Covid-19 vaccine: The next steps

An illustration picture shows vials with Covid-19 Vaccine stickers attached, with the logo of US pharmaceutical company Pfizer on November 17, 2020.

Photo credit: Justin Tallis | AFP

With US pharmaceutical giant Pfizer and its German partner BioNTech applying for an emergency use authorization in the United States for their coronavirus vaccine and US biotech company Moderna expected to do so soon, here are the next steps in the approval and distribution process:

Evaluation begins right away

The US Food and Drug Administration (FDA) will immediately begin evaluating the results of the Covid-19 vaccine clinical trials conducted by Pfizer/BioNTech.

They will concentrate on the safety of the vaccine and its effectiveness, which has been billed at 95 percent by Pfizer/BioNTech.

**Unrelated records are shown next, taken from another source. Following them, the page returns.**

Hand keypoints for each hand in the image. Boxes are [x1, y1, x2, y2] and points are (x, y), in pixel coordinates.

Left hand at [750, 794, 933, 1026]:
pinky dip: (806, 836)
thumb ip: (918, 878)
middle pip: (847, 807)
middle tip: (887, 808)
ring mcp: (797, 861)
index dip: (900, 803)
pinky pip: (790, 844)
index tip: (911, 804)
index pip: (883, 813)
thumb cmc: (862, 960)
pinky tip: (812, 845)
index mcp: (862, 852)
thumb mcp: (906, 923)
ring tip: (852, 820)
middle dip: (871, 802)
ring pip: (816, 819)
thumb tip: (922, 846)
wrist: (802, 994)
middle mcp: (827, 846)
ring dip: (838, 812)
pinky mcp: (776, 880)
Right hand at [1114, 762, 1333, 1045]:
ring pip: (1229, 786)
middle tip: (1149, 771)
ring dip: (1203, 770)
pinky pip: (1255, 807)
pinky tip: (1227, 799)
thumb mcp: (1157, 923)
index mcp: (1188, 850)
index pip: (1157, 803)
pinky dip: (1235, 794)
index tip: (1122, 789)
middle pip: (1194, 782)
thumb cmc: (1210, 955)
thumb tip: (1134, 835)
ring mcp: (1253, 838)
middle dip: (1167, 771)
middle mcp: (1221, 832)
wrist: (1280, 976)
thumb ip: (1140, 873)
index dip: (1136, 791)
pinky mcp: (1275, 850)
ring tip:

FDA commissioner Stephen Hahn said the approval process will include a public meeting of the FDA's vaccine advisory committee, which includes experts in infectious diseases, paediatrics, biostatistics and industry representatives.

The committee's recommendations are not binding, however, and a final decision on whether or not to authorize the vaccine will be up to the scientists at the FDA.

Green light: December

The FDA could provide emergency authorization as soon as the first two weeks of December, according to Moncef Slaoui, the chief scientist for "Operation Warp Speed," the US government initiative to develop a Covid-19 vaccine.

It would be a conditional approval in the context of the global health crisis and would restrict distribution of the vaccine to certain members of the population.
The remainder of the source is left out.